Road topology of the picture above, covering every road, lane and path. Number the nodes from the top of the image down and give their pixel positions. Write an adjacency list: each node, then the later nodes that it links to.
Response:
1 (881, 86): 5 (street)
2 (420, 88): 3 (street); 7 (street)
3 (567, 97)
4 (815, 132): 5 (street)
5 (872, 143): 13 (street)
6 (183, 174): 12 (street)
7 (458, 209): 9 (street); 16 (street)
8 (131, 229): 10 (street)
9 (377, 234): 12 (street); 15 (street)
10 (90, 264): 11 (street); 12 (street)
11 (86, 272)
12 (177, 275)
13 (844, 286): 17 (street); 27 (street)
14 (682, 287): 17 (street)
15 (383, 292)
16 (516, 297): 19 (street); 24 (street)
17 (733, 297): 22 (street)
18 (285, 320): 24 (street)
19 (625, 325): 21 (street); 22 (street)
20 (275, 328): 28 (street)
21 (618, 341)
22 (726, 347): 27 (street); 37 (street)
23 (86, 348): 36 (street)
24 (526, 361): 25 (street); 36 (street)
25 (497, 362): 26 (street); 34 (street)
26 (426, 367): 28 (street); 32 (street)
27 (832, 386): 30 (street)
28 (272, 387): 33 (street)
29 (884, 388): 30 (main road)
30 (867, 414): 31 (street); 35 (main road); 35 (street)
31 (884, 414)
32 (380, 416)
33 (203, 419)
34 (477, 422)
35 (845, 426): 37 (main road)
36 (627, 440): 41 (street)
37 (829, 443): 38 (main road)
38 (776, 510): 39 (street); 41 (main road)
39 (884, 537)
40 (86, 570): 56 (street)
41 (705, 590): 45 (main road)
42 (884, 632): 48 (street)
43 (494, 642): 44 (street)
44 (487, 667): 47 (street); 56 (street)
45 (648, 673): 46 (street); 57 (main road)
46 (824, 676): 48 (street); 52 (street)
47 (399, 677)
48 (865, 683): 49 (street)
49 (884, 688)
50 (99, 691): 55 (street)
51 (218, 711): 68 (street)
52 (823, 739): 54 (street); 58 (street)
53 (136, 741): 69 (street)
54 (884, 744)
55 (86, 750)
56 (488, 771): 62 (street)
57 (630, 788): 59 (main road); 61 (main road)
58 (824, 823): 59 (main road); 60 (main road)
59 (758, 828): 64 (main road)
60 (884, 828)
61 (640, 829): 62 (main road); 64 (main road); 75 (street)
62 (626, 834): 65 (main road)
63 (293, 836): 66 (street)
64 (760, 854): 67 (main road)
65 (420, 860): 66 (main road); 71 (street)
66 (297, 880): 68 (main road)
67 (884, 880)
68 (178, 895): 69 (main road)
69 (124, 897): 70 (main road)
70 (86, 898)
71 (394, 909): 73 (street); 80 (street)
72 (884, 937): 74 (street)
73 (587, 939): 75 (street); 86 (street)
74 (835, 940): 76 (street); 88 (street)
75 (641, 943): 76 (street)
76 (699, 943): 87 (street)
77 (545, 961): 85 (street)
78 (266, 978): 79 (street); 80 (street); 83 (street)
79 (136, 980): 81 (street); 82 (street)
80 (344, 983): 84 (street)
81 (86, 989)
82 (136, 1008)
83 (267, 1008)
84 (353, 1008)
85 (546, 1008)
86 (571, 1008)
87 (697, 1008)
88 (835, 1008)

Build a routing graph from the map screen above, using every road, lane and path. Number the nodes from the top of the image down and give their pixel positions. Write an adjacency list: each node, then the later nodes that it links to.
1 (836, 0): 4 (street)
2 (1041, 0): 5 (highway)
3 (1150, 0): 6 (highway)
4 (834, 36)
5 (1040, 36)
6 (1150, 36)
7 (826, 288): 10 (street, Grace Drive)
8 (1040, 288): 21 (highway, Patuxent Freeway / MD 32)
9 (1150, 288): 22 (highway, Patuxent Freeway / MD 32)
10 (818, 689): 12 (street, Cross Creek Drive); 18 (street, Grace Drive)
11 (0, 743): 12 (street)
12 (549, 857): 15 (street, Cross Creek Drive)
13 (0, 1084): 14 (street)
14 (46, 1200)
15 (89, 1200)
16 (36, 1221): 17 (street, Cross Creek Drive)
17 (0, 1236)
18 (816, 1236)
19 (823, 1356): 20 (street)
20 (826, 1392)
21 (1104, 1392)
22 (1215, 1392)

------------------------------------------------------------

Wherever the string "Patuxent" appears in the entries above, return the line it appears on.

8 (1040, 288): 21 (highway, Patuxent Freeway / MD 32)
9 (1150, 288): 22 (highway, Patuxent Freeway / MD 32)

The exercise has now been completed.